TOKYO -- Toyota Motor Corp.'s decision to consolidate Highlander SUV production for North America at its Indiana plant could be a sign of things to come.
Toyota already has announced a campaign to revamp its global manufacturing footprint and build more cars where it sells them. Shifting production of all Highlanders for the U.S. market to the company's assembly plant in Princeton, Ind., fits the plan perfectly.
Toyota began building the Highlander in Indiana last fall but has continued importing vehicles from Kyushu, Japan. Imports accounted for 6,961 units, a fifth of the 33,763 Highlanders sold this year through May.
The vehicle isn't even sold in Japan, which underlines the problem: Toyota's risky exposure to imports and fluctuating exchange rates. Last year alone, Toyota took a ¥320.0 billion hit ($3.48 billion at current exchange rates) from the yen's climb against both the dollar and the euro.

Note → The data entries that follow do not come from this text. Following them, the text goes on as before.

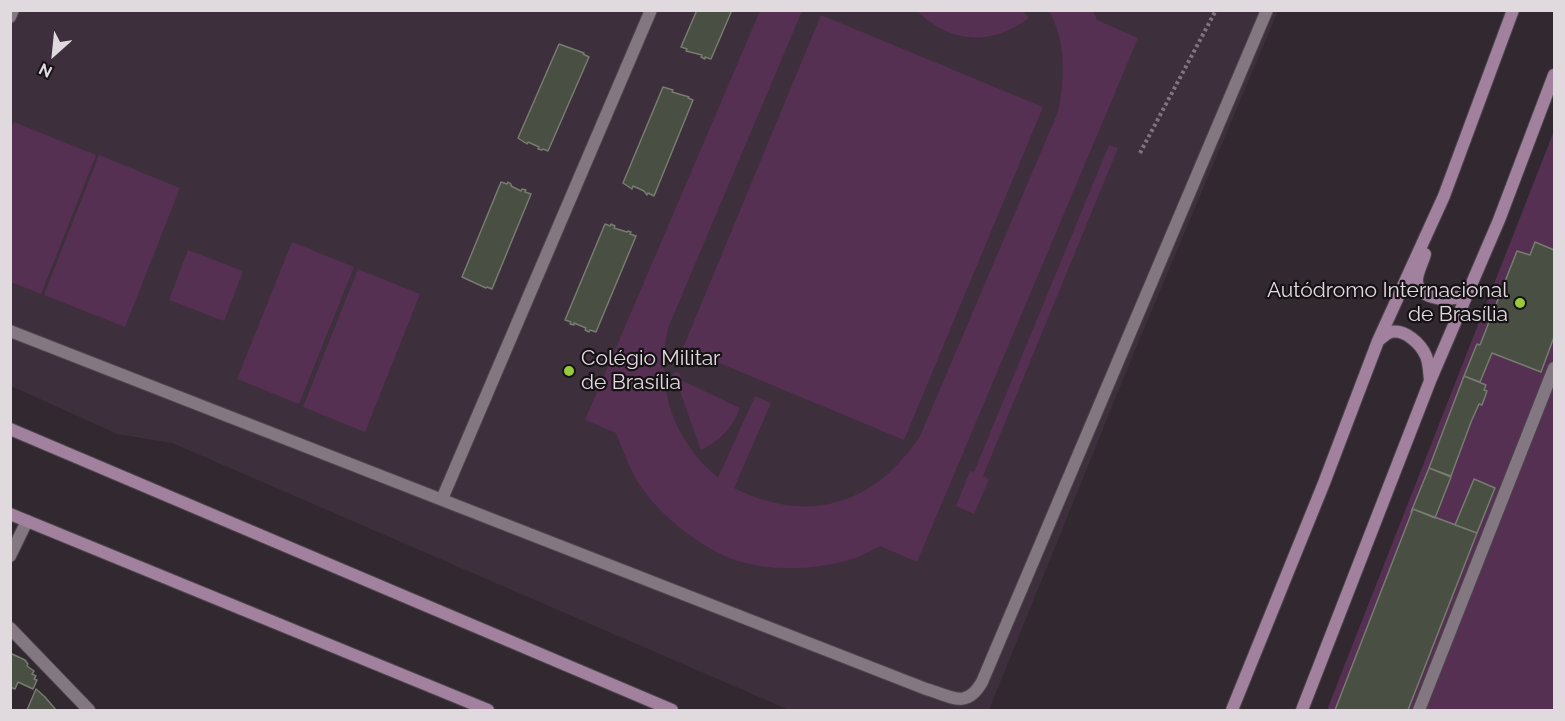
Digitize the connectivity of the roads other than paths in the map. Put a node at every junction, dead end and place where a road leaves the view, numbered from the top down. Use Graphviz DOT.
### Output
graph roads {
  1 [pos="13,10"];
  2 [pos="651,10"];
  3 [pos="1267,10"];
  4 [pos="1514,10"];
  5 [pos="10,17"];
  6 [pos="1554,75"];
  7 [pos="1444,196"];
  8 [pos="1468,293"];
  9 [pos="10,331"];
  10 [pos="1378,341"];
  11 [pos="1554,368"];
  12 [pos="1430,381"];
  13 [pos="10,429"];
  14 [pos="442,499"];
  15 [pos="10,514"];
  16 [pos="27,521"];
  17 [pos="10,556"];
  18 [pos="10,628"];
  19 [pos="88,711"];
  20 [pos="488,711"];
  21 [pos="672,711"];
  22 [pos="1232,711"];
  23 [pos="1302,711"];
  24 [pos="1419,711"];
  1 -- 5 [label="lane"];
  2 -- 14 [label="lane"];
  3 -- 14 [label="lane"];
  4 -- 7 [label="street"];
  6 -- 8 [label="street"];
  7 -- 8 [label="street"];
  7 -- 10 [label="street"];
  8 -- 12 [label="street"];
  9 -- 14 [label="lane"];
  10 -- 12 [label="street"];
  10 -- 22 [label="street"];
  11 -- 24 [label="lane"];
  12 -- 23 [label="street"];
  13 -- 21 [label="street"];
  15 -- 16 [label="street"];
  16 -- 17 [label="lane"];
  16 -- 20 [label="street"];
  18 -- 19 [label="lane"];
}
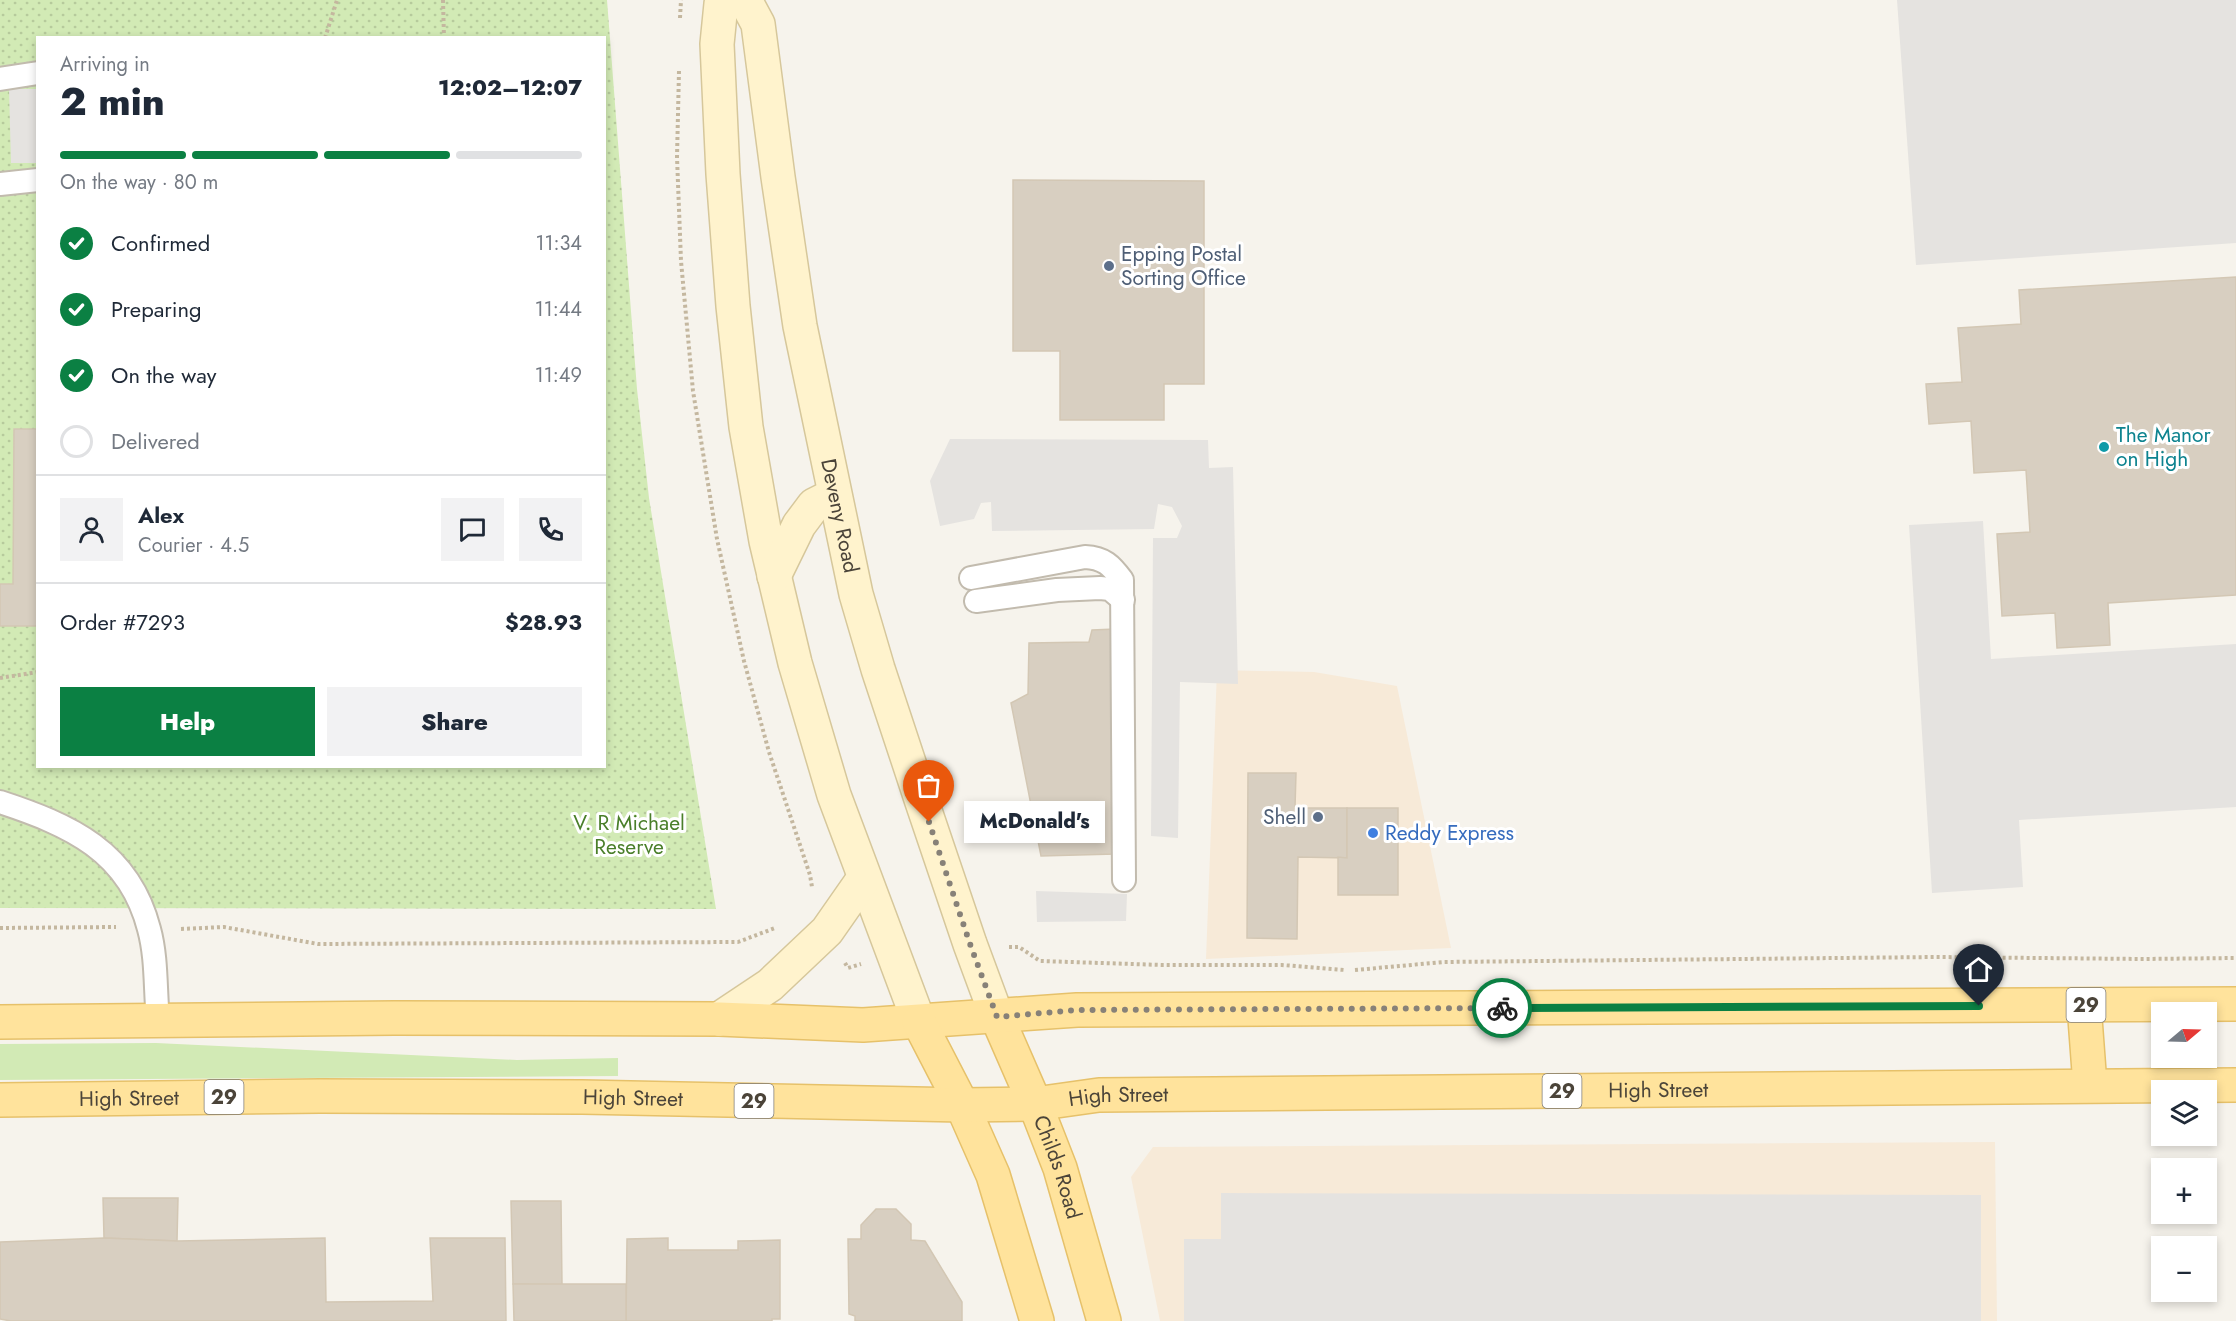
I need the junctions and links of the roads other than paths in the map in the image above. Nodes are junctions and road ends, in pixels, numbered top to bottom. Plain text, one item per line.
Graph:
1 (724, 0) edge
2 (745, 0) edge
3 (36, 73) edge
4 (0, 79) edge
5 (36, 180) edge
6 (0, 184) edge
7 (834, 495) junction
8 (774, 576) junction
9 (971, 578) dead end
10 (1123, 600) junction
11 (976, 602) dead end
12 (0, 802) edge
13 (864, 878) junction
14 (1124, 880) dead end
15 (2236, 1004) edge
16 (2084, 1005) junction
17 (997, 1017) junction
18 (719, 1019) junction
19 (158, 1020) junction
20 (0, 1022) edge
21 (919, 1022) junction
22 (2090, 1085) junction
23 (2236, 1085) edge
24 (0, 1100) edge
25 (1035, 1104) junction
26 (962, 1105) junction
27 (1037, 1321) edge
28 (1104, 1321) edge

1 - 8 street
2 - 7 street, Deveny Road
3 - 4 lane
5 - 6 lane
7 - 8 street
7 - 17 street, Deveny Road
8 - 13 street
9 - 10 lane
10 - 11 lane
10 - 14 lane
12 - 19 lane
13 - 18 street
13 - 21 street
15 - 16 main road, 29
16 - 17 main road, 29
16 - 22 main road
17 - 21 main road, 29
17 - 25 main road, Childs Road
18 - 19 main road, 29
18 - 21 main road, 29
19 - 20 main road, 29
21 - 26 main road
22 - 23 main road, High Street / 29
22 - 25 main road, High Street / 29
24 - 26 main road, High Street / 29
25 - 26 main road, High Street / 29
25 - 28 main road, Childs Road
26 - 27 main road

Atsushi Niimi, executive vice president in charge of global manufacturing, wants a better foreign exchange rate firewall. His strategy calls for weeding out excess capacity in Japan that is geared toward overseas markets and shifting production closer to regional showrooms.
The next big opportunity to overhaul U.S. production might come with the eventual opening of Toyota's mothballed plant in Tupelo, Miss., originally conceived to manufacture Highlanders, starting in 2009. But the opening was put on hold when the economy soured. Now Toyota is not sure what it will build there, or when.
Toyota gave up much of its capacity to manufacture Corollas in North America when it closed its California plant, New United Motor Manufacturing Inc., this year. The Corolla is a possible future model for the Tupelo plant and another way to relieve imports from Japan.